O dia seguinte à independência deveria ser o da liberdade. Há 198 anos o Brasil não é oficialmente colônia, mas, assim como em 8 de setembro de 1822, o dia seguinte não é sinônimo de grilhões rompidos. Profundamente atrelados ao ideário colonial, estamos em 8 de setembro de 2020 e ainda não redefinimos modos de agir e pensar. E o esporte com isso?

E daí que temos um modelo de gestão esportiva compatível com todo o resto que nos cerca historicamente. E o que nos cerca são falsas liberdades e independências. Enquanto filhos de portugueses nascidos no Brasil, alguns abastados e escravocratas lutavam para se ver livres de Portugal, o "bicho pegava" em rebeliões por todo o país para que pudéssemos nos livrar do problema de fundo, do problema real e gritante daquele tempo: a escravidão. Lutas criteriosamente sufocadas para que quase 200 anos depois ainda tenhamos medo de lutar contra os ecos deste mal por toda parte, inclusive nas dependências dos maiores clubes nacionais.

Recentemente tivemos de volta à mídia o ginasta Ângelo Assumpção, desta vez porque foi demitido do Clube Esporte Pinheiros, logo depois de cumprir suspensão por ter levado queixas de racismo à diretoria passando por cima dos seus técnicos. Existe algo mais colonial?

A família organizou uma "vaquinha" para tentar arrecadar o básico para Ângelo seguir no esporte. O atleta passou 16 dos seus 24 anos no clube e depois de todas as questões levantadas, a única punição parece ter sido a dele. No final de todo o ocorrido, apenas uma pessoa saiu realmente ferida e prejudicada: Ângelo Assumpção. Ele que também tem no histórico o racismo escancarado e filmado de seus colegas de seleção.

Ângelo está sem trabalho porque as colônias que são as agremiações brasileiras estão amparadas por legislações hipócritas e regulamentos disciplinares castradores, oriundos não apenas de nosso passado escravocrata, mas também de nossa larga trajetória em ditaduras. Racismo é crime na justiça comum, mas nossa legislação esportiva nem ao menos tipifica o crime de injúria racial.

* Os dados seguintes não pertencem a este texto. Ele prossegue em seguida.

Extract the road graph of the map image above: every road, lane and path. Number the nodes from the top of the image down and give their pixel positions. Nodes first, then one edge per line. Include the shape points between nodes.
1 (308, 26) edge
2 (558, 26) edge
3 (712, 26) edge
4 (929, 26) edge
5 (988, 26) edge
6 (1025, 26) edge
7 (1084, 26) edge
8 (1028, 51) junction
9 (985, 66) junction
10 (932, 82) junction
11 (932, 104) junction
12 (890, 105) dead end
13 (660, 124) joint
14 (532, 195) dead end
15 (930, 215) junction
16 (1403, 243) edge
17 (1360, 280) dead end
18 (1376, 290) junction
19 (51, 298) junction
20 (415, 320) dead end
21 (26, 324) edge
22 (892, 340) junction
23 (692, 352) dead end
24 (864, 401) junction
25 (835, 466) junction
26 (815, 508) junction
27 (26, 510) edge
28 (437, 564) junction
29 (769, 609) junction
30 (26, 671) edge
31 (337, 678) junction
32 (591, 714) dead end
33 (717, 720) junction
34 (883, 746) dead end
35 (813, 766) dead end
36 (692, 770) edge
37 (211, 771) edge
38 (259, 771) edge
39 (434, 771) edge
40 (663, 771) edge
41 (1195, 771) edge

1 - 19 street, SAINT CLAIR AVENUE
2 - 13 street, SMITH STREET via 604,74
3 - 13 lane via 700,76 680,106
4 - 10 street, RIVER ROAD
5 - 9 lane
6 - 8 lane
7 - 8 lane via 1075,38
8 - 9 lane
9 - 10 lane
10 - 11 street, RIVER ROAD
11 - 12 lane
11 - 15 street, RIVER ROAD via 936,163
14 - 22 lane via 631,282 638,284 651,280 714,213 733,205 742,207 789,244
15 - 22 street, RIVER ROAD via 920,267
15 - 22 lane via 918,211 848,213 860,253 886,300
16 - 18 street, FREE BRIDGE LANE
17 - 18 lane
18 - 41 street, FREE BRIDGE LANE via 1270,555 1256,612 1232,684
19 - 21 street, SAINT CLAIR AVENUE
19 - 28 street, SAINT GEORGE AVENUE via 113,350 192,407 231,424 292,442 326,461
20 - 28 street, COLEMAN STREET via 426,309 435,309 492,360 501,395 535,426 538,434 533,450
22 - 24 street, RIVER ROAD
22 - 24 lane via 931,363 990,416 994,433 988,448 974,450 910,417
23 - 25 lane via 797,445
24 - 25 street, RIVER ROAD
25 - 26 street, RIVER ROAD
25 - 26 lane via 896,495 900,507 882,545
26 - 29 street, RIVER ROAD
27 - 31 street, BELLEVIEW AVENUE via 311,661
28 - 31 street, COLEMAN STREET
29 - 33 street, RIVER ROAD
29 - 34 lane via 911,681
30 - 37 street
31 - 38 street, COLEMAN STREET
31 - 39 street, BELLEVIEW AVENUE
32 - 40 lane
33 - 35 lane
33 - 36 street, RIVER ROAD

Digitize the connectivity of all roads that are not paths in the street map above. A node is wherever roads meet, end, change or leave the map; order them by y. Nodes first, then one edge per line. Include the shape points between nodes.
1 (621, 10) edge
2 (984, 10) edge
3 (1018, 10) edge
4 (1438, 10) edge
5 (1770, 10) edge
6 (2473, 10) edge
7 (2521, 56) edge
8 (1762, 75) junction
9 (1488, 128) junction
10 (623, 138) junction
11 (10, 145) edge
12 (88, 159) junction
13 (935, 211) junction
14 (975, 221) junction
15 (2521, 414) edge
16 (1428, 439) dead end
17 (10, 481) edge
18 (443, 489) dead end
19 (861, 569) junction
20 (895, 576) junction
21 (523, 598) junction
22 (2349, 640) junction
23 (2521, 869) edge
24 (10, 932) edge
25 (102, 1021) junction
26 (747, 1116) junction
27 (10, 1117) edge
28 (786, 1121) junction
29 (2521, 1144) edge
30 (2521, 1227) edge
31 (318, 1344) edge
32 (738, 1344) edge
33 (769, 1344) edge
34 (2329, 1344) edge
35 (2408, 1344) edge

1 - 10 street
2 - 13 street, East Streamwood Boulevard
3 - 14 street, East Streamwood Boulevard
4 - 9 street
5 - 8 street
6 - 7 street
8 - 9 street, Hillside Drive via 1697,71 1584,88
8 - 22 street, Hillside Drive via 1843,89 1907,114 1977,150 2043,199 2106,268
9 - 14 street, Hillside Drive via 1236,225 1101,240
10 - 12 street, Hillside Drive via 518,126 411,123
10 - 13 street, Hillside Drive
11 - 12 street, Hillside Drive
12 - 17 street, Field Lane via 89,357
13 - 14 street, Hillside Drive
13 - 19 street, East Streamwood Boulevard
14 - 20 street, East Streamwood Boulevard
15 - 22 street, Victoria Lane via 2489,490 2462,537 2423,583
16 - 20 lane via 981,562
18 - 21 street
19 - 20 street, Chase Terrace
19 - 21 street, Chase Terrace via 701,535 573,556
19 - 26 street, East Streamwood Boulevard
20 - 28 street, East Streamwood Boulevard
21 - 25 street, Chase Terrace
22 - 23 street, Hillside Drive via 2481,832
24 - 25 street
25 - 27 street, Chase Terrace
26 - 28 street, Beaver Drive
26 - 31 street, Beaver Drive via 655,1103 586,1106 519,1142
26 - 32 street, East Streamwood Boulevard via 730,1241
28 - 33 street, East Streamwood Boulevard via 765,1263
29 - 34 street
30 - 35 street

Lindo seria ver uma mobilização de atletas por Ângelo como a que fizeram os músicos da orquestra do músico Luiz Carlos da Costa Justino, preso injustamente. Jovens tocando em frente ao presídio, fazendo o sistema carcerário forjado no hábito de balizar pela cor da pele sentir que não pode mais agir sem que haja reação de todos. Uma "vaquinha" organizada pela família e pelos amigos é incrível, mas o que dizer do silêncio da "classe"? O que dizer do silêncio na "colônia"?

Conversando com várias pessoas sobre este tema, muitos são rápidos em apontar o "racismo institucional". A pergunta final é: do que são feitas as instituições, se não de gente?